ABOUT THIS EXERCISE
Every entry that follows should be reproduced exactly.

Stored data
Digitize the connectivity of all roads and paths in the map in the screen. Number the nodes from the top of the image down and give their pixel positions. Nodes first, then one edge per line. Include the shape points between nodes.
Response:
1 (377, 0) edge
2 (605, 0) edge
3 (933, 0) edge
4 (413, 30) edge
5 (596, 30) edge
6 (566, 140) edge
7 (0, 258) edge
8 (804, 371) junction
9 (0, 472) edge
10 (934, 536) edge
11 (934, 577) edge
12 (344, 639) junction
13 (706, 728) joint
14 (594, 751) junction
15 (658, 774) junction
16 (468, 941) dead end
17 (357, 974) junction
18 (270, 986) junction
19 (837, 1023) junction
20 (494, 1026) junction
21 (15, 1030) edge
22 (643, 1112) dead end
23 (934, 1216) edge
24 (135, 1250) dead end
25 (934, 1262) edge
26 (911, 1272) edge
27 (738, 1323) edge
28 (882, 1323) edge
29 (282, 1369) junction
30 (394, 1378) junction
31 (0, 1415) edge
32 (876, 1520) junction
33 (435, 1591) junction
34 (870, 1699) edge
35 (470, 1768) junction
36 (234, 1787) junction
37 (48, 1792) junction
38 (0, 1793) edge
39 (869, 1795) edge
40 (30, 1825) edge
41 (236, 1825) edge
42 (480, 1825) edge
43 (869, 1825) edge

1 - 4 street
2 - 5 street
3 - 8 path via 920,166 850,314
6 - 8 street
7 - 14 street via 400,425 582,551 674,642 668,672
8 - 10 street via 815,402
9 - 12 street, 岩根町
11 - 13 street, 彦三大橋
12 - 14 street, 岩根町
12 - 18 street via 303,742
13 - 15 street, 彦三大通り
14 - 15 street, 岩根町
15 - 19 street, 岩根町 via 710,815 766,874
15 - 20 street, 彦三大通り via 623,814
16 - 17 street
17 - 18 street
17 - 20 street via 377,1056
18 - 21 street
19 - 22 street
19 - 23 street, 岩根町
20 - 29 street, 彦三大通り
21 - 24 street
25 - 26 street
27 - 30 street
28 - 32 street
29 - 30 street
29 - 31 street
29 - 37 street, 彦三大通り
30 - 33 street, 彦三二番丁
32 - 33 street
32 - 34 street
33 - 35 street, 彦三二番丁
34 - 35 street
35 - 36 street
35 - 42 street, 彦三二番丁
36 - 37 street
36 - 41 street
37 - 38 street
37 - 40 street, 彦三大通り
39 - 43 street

EXERCISE RESPONSE
Digitize the connectivity of all roads and paths in the map in the screen. Number the nodes from the top of the image down and give their pixel positions. Nodes first, then one edge per line. Include the shape points between nodes.
Response:
1 (377, 0) edge
2 (605, 0) edge
3 (933, 0) edge
4 (413, 30) edge
5 (596, 30) edge
6 (566, 140) edge
7 (0, 258) edge
8 (804, 371) junction
9 (0, 472) edge
10 (934, 536) edge
11 (934, 577) edge
12 (344, 639) junction
13 (706, 728) joint
14 (594, 751) junction
15 (658, 774) junction
16 (468, 941) dead end
17 (357, 974) junction
18 (270, 986) junction
19 (837, 1023) junction
20 (494, 1026) junction
21 (15, 1030) edge
22 (643, 1112) dead end
23 (934, 1216) edge
24 (135, 1250) dead end
25 (934, 1262) edge
26 (911, 1272) edge
27 (738, 1323) edge
28 (882, 1323) edge
29 (282, 1369) junction
30 (394, 1378) junction
31 (0, 1415) edge
32 (876, 1520) junction
33 (435, 1591) junction
34 (870, 1699) edge
35 (470, 1768) junction
36 (234, 1787) junction
37 (48, 1792) junction
38 (0, 1793) edge
39 (869, 1795) edge
40 (30, 1825) edge
41 (236, 1825) edge
42 (480, 1825) edge
43 (869, 1825) edge

1 - 4 street
2 - 5 street
3 - 8 path via 920,166 850,314
6 - 8 street
7 - 14 street via 400,425 582,551 674,642 668,672
8 - 10 street via 815,402
9 - 12 street, 岩根町
11 - 13 street, 彦三大橋
12 - 14 street, 岩根町
12 - 18 street via 303,742
13 - 15 street, 彦三大通り
14 - 15 street, 岩根町
15 - 19 street, 岩根町 via 710,815 766,874
15 - 20 street, 彦三大通り via 623,814
16 - 17 street
17 - 18 street
17 - 20 street via 377,1056
18 - 21 street
19 - 22 street
19 - 23 street, 岩根町
20 - 29 street, 彦三大通り
21 - 24 street
25 - 26 street
27 - 30 street
28 - 32 street
29 - 30 street
29 - 31 street
29 - 37 street, 彦三大通り
30 - 33 street, 彦三二番丁
32 - 33 street
32 - 34 street
33 - 35 street, 彦三二番丁
34 - 35 street
35 - 36 street
35 - 42 street, 彦三二番丁
36 - 37 street
36 - 41 street
37 - 38 street
37 - 40 street, 彦三大通り
39 - 43 street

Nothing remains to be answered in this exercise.